There was a time when I was deeply into photography. Someday I would like to get back into it again. I would like to share just a couple of my photographs (I'll share more later). All my photographs were taken with a Canon Rebel.


----------



## Whisper (Jan 13, 2013)

this photo was taken in Rome, Italy just down the street from the Vat.


----------



## Whisper (Jan 13, 2013)

I like taking people photographs


----------



## Whisper (Jan 13, 2013)

While in the middle of the ocean aboard the USS Spruance


----------



## Whisper (Jan 13, 2013)

While in the Okefenokee Swamp


----------



## Whisper (Jan 13, 2013)

Taken off the coast of Virgina around 2002


----------



## Lewdog (Jan 13, 2013)

Are those spent casings just rolling around on deck?  It seems to me like the high tech U.S. military would have a more sophisticated way of securing them on deck than throwing a tarp over them.  Wouldn't that be kind of dangerous to have one of those roll into you and possibly knock you overboard?

Nice pictures!  I had some really beautiful ones from when I was in Bulgaria but a lot of them get moisture on them and ruined them.  I almost got arrested for taking a picture of the U.S. Embassy, and I had some sweet pictures of this church, the Sofia Neveski Church.

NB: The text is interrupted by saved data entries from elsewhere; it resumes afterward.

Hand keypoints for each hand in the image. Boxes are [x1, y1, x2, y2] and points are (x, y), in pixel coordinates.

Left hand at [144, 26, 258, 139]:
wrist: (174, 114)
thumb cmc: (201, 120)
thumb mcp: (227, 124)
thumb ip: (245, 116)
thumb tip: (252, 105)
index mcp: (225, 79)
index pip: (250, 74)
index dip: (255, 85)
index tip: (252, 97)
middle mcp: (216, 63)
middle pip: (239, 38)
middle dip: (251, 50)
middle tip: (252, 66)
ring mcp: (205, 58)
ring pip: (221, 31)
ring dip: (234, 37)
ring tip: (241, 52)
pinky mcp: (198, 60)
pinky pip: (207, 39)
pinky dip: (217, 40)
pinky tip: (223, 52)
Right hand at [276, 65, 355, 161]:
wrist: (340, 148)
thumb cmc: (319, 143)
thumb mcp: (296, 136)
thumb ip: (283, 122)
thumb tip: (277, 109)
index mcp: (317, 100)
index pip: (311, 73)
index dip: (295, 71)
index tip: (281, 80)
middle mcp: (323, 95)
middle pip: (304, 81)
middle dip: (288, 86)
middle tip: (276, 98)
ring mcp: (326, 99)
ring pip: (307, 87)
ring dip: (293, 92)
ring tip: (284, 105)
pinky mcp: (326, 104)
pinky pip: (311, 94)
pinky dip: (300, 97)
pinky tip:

Here is a picture of the front.


----------



## tepelus (Jan 13, 2013)

Nice photos!


----------



## Abbey08 (Jan 14, 2013)

Whisper,
While all your photos are nice, the one of the mask is outstanding!

Lorraine


----------



## Terry D (Jan 14, 2013)

Nice shots, Whisper.


----------



## Whisper (Jan 16, 2013)

Here's a couple more photographs. The above photograph was taken while traveling through the Suez


----------



## Whisper (Jan 16, 2013)

Taken while living in Alaska


----------



## Whisper (Jan 16, 2013)

The Northern Lights over the Yukon River


----------



## Whisper (Jan 16, 2013)




----------



## Whisper (Jan 16, 2013)

Taken in the middle of the Atlantic


----------



## Arcopitcairn (Jan 17, 2013)

Wow! Every last one of those pics are great. Good eye!


----------



## Whisper (Jan 17, 2013)

Arcopitcairn said:


> Wow! Every last one of those pics are great. Good eye!



Thank you. And thank everybody for their nice words.


----------



## Trilby (Jan 17, 2013)

Hi Whisper, love your pictures.


----------



## Bloggsworth (Jan 17, 2013)

Whisper said:


> View attachment 3984
> The Northern Lights over the Yukon River



Did the lab send them back saying that they weren't responsible fo the marks on the prints!


----------



## Abbey08 (Jan 17, 2013)

Very much liked the two Northern Lights images. But, at heart, I'm a black and white fan; my favorite of your second group is the black and white. Very nice!

Lorraine


----------



## Gumby (Jan 17, 2013)

Fabulous!


----------